Task to complete: Leaving out every picture, output the records below exactly as they are.

Records supplied:
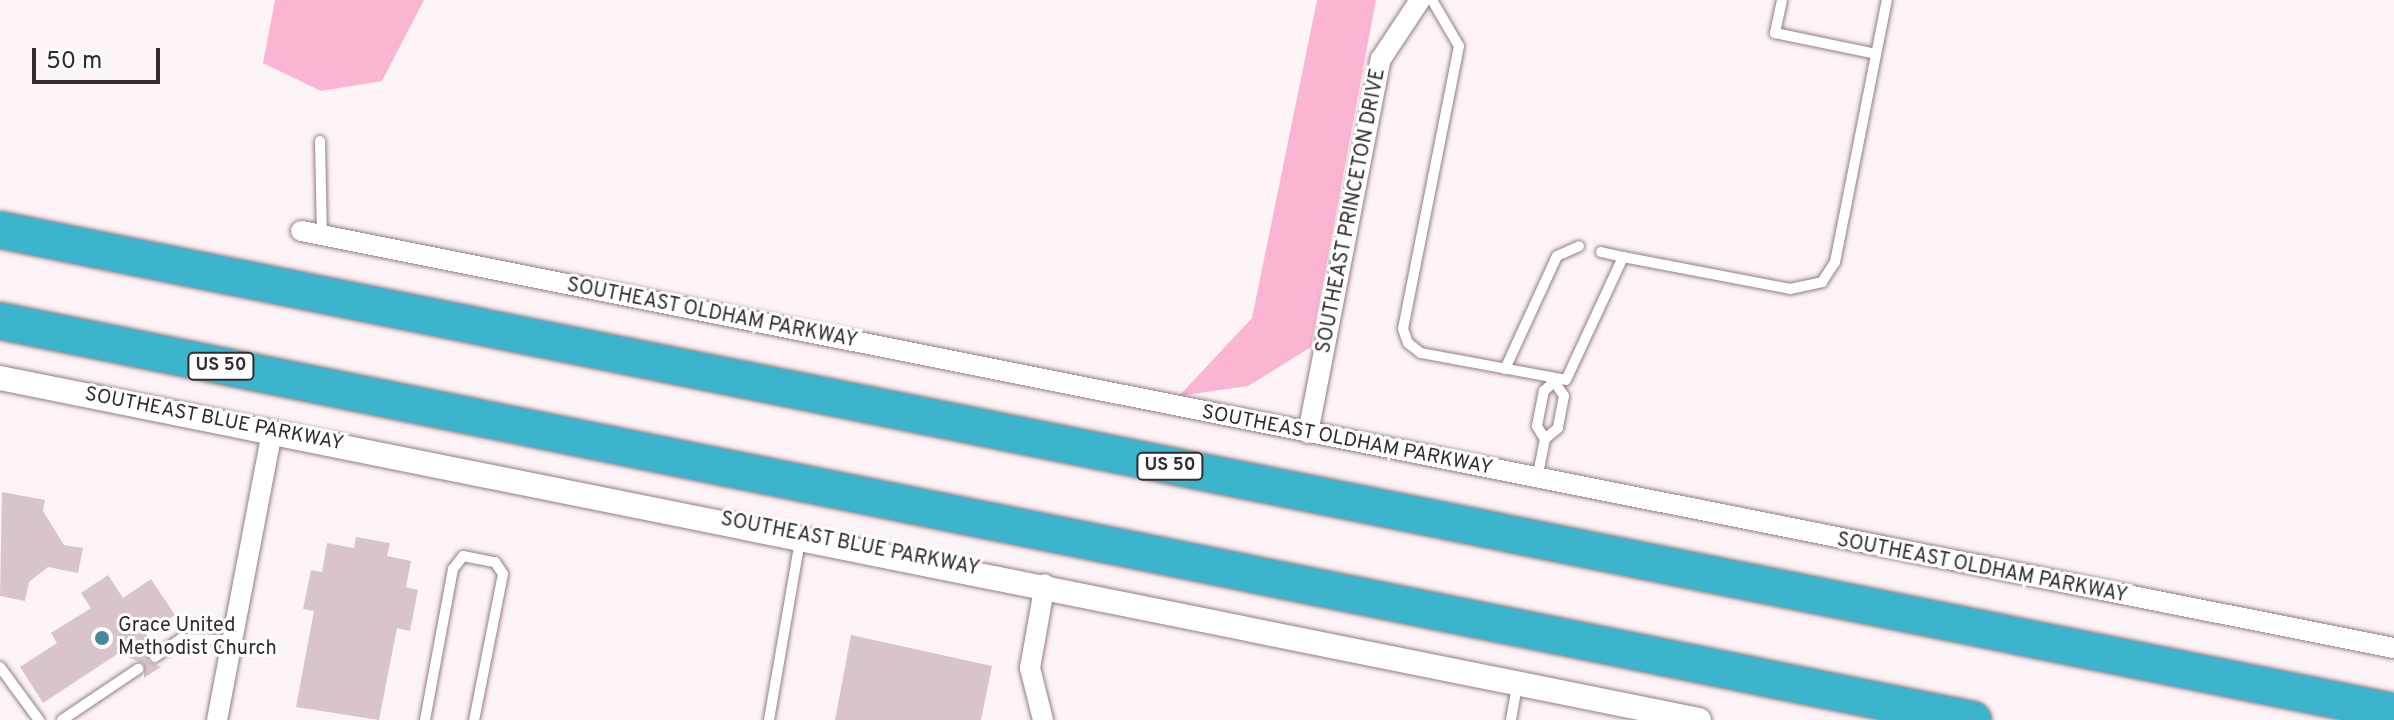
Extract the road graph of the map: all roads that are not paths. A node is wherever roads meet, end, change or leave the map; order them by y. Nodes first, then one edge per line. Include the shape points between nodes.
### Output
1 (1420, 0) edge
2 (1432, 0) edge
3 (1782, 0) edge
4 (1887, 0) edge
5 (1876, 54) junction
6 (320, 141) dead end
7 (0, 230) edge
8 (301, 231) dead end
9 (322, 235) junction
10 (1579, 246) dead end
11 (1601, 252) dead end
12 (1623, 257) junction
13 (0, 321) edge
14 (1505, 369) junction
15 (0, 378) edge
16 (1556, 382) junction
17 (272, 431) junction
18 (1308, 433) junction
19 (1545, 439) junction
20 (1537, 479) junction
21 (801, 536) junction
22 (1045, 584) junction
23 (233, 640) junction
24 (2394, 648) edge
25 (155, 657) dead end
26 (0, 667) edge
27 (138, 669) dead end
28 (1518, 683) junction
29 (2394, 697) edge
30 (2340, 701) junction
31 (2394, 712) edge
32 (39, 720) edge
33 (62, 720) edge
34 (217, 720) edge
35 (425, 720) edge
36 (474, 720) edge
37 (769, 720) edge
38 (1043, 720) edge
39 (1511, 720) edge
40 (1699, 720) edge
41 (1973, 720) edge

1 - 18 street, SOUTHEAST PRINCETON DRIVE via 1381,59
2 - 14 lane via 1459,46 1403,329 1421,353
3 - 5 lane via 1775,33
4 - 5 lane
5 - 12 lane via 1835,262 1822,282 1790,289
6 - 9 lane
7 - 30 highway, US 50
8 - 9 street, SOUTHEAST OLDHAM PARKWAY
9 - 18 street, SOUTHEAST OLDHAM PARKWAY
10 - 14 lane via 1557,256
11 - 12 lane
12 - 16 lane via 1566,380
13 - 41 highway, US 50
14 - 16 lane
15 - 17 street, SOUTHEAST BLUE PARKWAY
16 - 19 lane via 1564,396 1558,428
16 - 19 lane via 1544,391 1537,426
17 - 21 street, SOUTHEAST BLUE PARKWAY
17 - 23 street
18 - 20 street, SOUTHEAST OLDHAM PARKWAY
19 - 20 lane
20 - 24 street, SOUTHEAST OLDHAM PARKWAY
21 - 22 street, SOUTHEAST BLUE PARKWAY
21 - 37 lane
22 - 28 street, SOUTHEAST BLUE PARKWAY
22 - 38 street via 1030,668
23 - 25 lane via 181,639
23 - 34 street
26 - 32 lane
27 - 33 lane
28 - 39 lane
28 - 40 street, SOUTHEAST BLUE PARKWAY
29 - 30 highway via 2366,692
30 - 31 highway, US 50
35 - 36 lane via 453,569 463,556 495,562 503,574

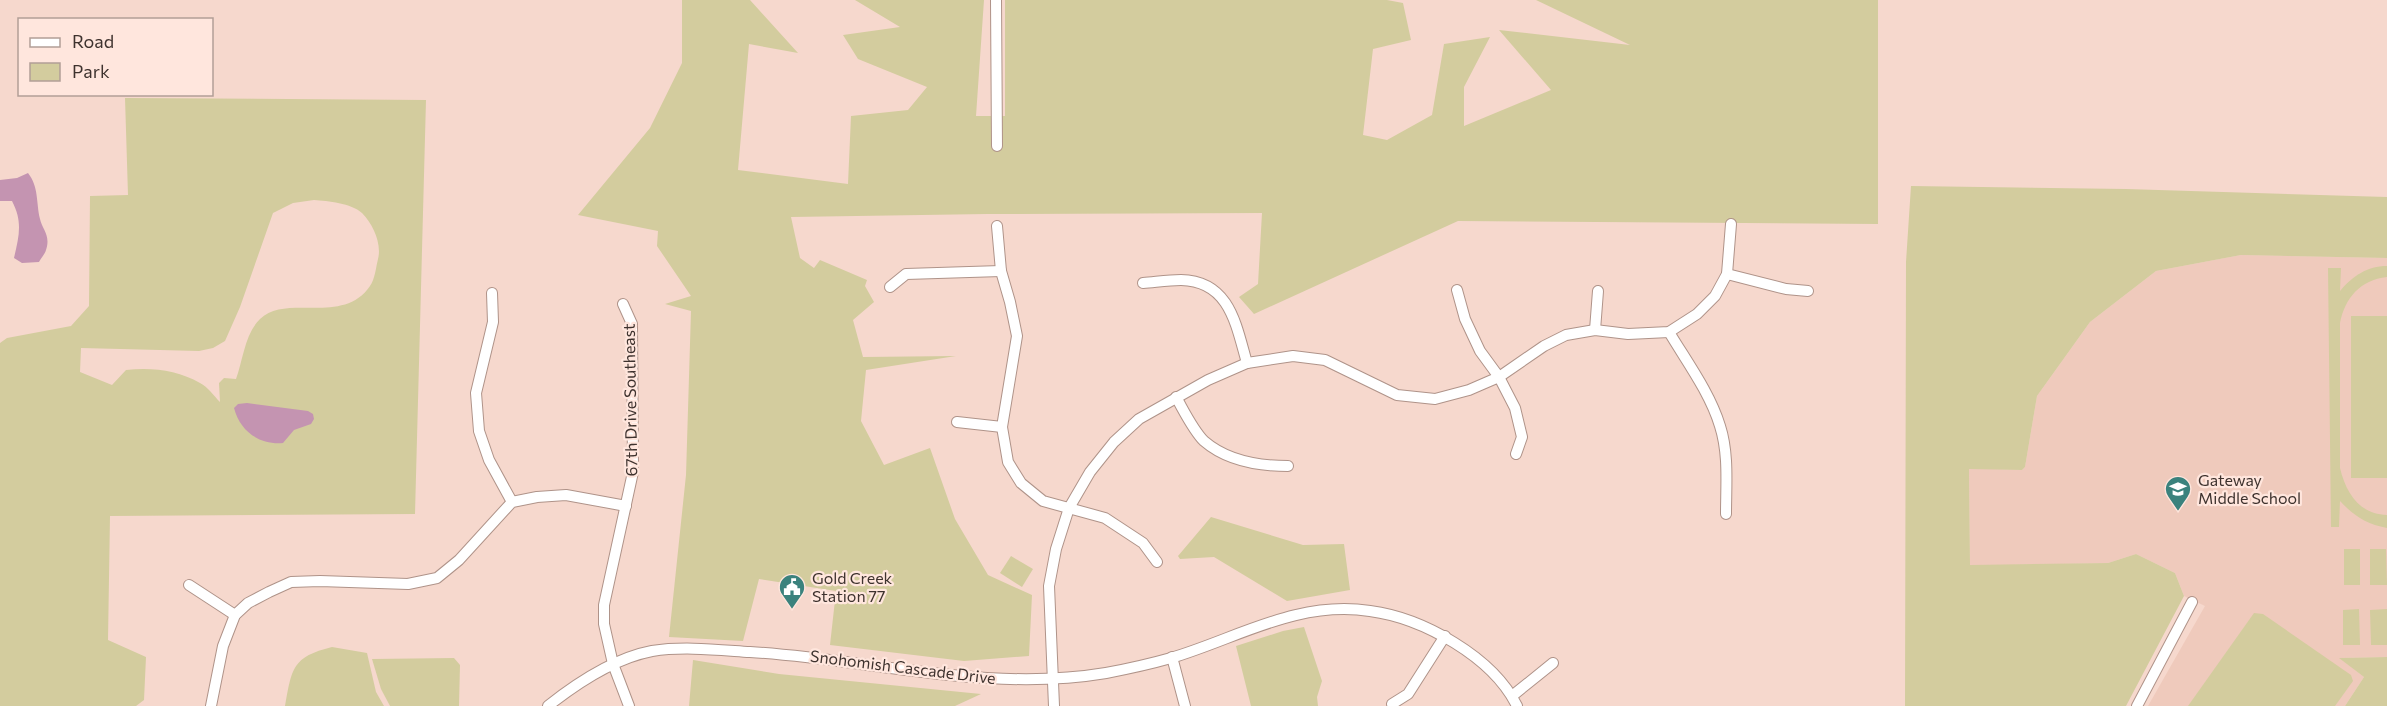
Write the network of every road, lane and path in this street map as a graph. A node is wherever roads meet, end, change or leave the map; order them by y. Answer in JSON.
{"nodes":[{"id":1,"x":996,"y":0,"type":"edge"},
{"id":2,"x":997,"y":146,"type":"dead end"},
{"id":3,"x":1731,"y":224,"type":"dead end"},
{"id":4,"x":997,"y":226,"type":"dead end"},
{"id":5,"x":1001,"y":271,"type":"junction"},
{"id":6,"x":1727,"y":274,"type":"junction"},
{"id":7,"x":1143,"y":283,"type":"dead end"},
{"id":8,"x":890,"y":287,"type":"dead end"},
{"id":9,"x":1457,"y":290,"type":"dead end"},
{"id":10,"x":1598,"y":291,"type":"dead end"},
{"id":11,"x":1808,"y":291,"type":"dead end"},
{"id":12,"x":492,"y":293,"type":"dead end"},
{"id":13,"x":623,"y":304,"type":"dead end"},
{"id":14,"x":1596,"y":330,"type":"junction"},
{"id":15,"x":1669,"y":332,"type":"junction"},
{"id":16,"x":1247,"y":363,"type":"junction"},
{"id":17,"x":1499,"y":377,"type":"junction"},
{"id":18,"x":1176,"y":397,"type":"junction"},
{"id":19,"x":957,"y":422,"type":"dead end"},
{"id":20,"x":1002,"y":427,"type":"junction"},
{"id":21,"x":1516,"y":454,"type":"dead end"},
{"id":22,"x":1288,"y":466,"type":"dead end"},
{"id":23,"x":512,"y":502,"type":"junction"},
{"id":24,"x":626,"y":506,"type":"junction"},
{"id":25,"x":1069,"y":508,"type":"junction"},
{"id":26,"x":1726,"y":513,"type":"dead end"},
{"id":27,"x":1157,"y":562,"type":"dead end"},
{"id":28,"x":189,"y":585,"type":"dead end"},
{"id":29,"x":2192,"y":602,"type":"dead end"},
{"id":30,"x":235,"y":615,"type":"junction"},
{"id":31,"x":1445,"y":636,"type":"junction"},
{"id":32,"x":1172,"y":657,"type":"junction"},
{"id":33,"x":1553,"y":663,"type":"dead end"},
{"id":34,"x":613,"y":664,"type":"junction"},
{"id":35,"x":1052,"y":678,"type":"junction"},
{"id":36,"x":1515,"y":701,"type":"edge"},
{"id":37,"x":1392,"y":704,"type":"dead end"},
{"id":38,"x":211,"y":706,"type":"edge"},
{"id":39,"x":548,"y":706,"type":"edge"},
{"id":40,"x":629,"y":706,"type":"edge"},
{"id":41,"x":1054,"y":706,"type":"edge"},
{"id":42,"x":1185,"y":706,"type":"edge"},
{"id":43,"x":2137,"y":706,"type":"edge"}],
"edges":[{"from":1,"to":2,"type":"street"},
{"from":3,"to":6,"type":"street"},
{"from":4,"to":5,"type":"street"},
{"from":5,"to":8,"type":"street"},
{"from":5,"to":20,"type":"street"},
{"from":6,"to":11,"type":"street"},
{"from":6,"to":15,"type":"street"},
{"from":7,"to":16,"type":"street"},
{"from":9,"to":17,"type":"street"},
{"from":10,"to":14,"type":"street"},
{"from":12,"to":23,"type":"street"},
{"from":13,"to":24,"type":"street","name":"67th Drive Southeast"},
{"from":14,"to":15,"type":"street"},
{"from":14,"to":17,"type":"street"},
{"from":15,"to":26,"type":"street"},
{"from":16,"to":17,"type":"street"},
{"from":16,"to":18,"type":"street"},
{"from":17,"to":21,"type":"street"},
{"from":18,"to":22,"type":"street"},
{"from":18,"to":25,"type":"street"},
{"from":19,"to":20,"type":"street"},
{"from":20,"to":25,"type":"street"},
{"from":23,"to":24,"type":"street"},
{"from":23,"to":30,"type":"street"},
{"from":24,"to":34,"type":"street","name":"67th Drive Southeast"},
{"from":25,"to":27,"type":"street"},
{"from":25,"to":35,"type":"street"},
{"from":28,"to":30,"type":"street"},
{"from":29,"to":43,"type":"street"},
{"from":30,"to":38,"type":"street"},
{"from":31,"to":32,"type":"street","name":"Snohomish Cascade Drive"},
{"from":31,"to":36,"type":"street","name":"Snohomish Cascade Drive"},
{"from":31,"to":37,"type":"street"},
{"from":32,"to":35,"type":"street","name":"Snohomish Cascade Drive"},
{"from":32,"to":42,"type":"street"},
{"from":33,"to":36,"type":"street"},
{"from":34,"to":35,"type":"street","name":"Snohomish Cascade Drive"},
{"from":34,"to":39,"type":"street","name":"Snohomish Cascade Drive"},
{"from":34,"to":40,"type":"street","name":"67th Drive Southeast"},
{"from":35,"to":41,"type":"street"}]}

Written reply:
Extract the road graph of the map: all roads that are not paths. A node is wherever roads meet, end, change or leave the map; order them by y. Nodes first, then one edge per line. Include the shape points between nodes.
### Output
1 (1420, 0) edge
2 (1432, 0) edge
3 (1782, 0) edge
4 (1887, 0) edge
5 (1876, 54) junction
6 (320, 141) dead end
7 (0, 230) edge
8 (301, 231) dead end
9 (322, 235) junction
10 (1579, 246) dead end
11 (1601, 252) dead end
12 (1623, 257) junction
13 (0, 321) edge
14 (1505, 369) junction
15 (0, 378) edge
16 (1556, 382) junction
17 (272, 431) junction
18 (1308, 433) junction
19 (1545, 439) junction
20 (1537, 479) junction
21 (801, 536) junction
22 (1045, 584) junction
23 (233, 640) junction
24 (2394, 648) edge
25 (155, 657) dead end
26 (0, 667) edge
27 (138, 669) dead end
28 (1518, 683) junction
29 (2394, 697) edge
30 (2340, 701) junction
31 (2394, 712) edge
32 (39, 720) edge
33 (62, 720) edge
34 (217, 720) edge
35 (425, 720) edge
36 (474, 720) edge
37 (769, 720) edge
38 (1043, 720) edge
39 (1511, 720) edge
40 (1699, 720) edge
41 (1973, 720) edge

1 - 18 street, SOUTHEAST PRINCETON DRIVE via 1381,59
2 - 14 lane via 1459,46 1403,329 1421,353
3 - 5 lane via 1775,33
4 - 5 lane
5 - 12 lane via 1835,262 1822,282 1790,289
6 - 9 lane
7 - 30 highway, US 50
8 - 9 street, SOUTHEAST OLDHAM PARKWAY
9 - 18 street, SOUTHEAST OLDHAM PARKWAY
10 - 14 lane via 1557,256
11 - 12 lane
12 - 16 lane via 1566,380
13 - 41 highway, US 50
14 - 16 lane
15 - 17 street, SOUTHEAST BLUE PARKWAY
16 - 19 lane via 1564,396 1558,428
16 - 19 lane via 1544,391 1537,426
17 - 21 street, SOUTHEAST BLUE PARKWAY
17 - 23 street
18 - 20 street, SOUTHEAST OLDHAM PARKWAY
19 - 20 lane
20 - 24 street, SOUTHEAST OLDHAM PARKWAY
21 - 22 street, SOUTHEAST BLUE PARKWAY
21 - 37 lane
22 - 28 street, SOUTHEAST BLUE PARKWAY
22 - 38 street via 1030,668
23 - 25 lane via 181,639
23 - 34 street
26 - 32 lane
27 - 33 lane
28 - 39 lane
28 - 40 street, SOUTHEAST BLUE PARKWAY
29 - 30 highway via 2366,692
30 - 31 highway, US 50
35 - 36 lane via 453,569 463,556 495,562 503,574

Write the network of every road, lane and path in this street map as a graph. A node is wherever roads meet, end, change or leave the map; order them by y. Answer in JSON.
{"nodes":[{"id":1,"x":996,"y":0,"type":"edge"},
{"id":2,"x":997,"y":146,"type":"dead end"},
{"id":3,"x":1731,"y":224,"type":"dead end"},
{"id":4,"x":997,"y":226,"type":"dead end"},
{"id":5,"x":1001,"y":271,"type":"junction"},
{"id":6,"x":1727,"y":274,"type":"junction"},
{"id":7,"x":1143,"y":283,"type":"dead end"},
{"id":8,"x":890,"y":287,"type":"dead end"},
{"id":9,"x":1457,"y":290,"type":"dead end"},
{"id":10,"x":1598,"y":291,"type":"dead end"},
{"id":11,"x":1808,"y":291,"type":"dead end"},
{"id":12,"x":492,"y":293,"type":"dead end"},
{"id":13,"x":623,"y":304,"type":"dead end"},
{"id":14,"x":1596,"y":330,"type":"junction"},
{"id":15,"x":1669,"y":332,"type":"junction"},
{"id":16,"x":1247,"y":363,"type":"junction"},
{"id":17,"x":1499,"y":377,"type":"junction"},
{"id":18,"x":1176,"y":397,"type":"junction"},
{"id":19,"x":957,"y":422,"type":"dead end"},
{"id":20,"x":1002,"y":427,"type":"junction"},
{"id":21,"x":1516,"y":454,"type":"dead end"},
{"id":22,"x":1288,"y":466,"type":"dead end"},
{"id":23,"x":512,"y":502,"type":"junction"},
{"id":24,"x":626,"y":506,"type":"junction"},
{"id":25,"x":1069,"y":508,"type":"junction"},
{"id":26,"x":1726,"y":513,"type":"dead end"},
{"id":27,"x":1157,"y":562,"type":"dead end"},
{"id":28,"x":189,"y":585,"type":"dead end"},
{"id":29,"x":2192,"y":602,"type":"dead end"},
{"id":30,"x":235,"y":615,"type":"junction"},
{"id":31,"x":1445,"y":636,"type":"junction"},
{"id":32,"x":1172,"y":657,"type":"junction"},
{"id":33,"x":1553,"y":663,"type":"dead end"},
{"id":34,"x":613,"y":664,"type":"junction"},
{"id":35,"x":1052,"y":678,"type":"junction"},
{"id":36,"x":1515,"y":701,"type":"edge"},
{"id":37,"x":1392,"y":704,"type":"dead end"},
{"id":38,"x":211,"y":706,"type":"edge"},
{"id":39,"x":548,"y":706,"type":"edge"},
{"id":40,"x":629,"y":706,"type":"edge"},
{"id":41,"x":1054,"y":706,"type":"edge"},
{"id":42,"x":1185,"y":706,"type":"edge"},
{"id":43,"x":2137,"y":706,"type":"edge"}],
"edges":[{"from":1,"to":2,"type":"street"},
{"from":3,"to":6,"type":"street"},
{"from":4,"to":5,"type":"street"},
{"from":5,"to":8,"type":"street"},
{"from":5,"to":20,"type":"street"},
{"from":6,"to":11,"type":"street"},
{"from":6,"to":15,"type":"street"},
{"from":7,"to":16,"type":"street"},
{"from":9,"to":17,"type":"street"},
{"from":10,"to":14,"type":"street"},
{"from":12,"to":23,"type":"street"},
{"from":13,"to":24,"type":"street","name":"67th Drive Southeast"},
{"from":14,"to":15,"type":"street"},
{"from":14,"to":17,"type":"street"},
{"from":15,"to":26,"type":"street"},
{"from":16,"to":17,"type":"street"},
{"from":16,"to":18,"type":"street"},
{"from":17,"to":21,"type":"street"},
{"from":18,"to":22,"type":"street"},
{"from":18,"to":25,"type":"street"},
{"from":19,"to":20,"type":"street"},
{"from":20,"to":25,"type":"street"},
{"from":23,"to":24,"type":"street"},
{"from":23,"to":30,"type":"street"},
{"from":24,"to":34,"type":"street","name":"67th Drive Southeast"},
{"from":25,"to":27,"type":"street"},
{"from":25,"to":35,"type":"street"},
{"from":28,"to":30,"type":"street"},
{"from":29,"to":43,"type":"street"},
{"from":30,"to":38,"type":"street"},
{"from":31,"to":32,"type":"street","name":"Snohomish Cascade Drive"},
{"from":31,"to":36,"type":"street","name":"Snohomish Cascade Drive"},
{"from":31,"to":37,"type":"street"},
{"from":32,"to":35,"type":"street","name":"Snohomish Cascade Drive"},
{"from":32,"to":42,"type":"street"},
{"from":33,"to":36,"type":"street"},
{"from":34,"to":35,"type":"street","name":"Snohomish Cascade Drive"},
{"from":34,"to":39,"type":"street","name":"Snohomish Cascade Drive"},
{"from":34,"to":40,"type":"street","name":"67th Drive Southeast"},
{"from":35,"to":41,"type":"street"}]}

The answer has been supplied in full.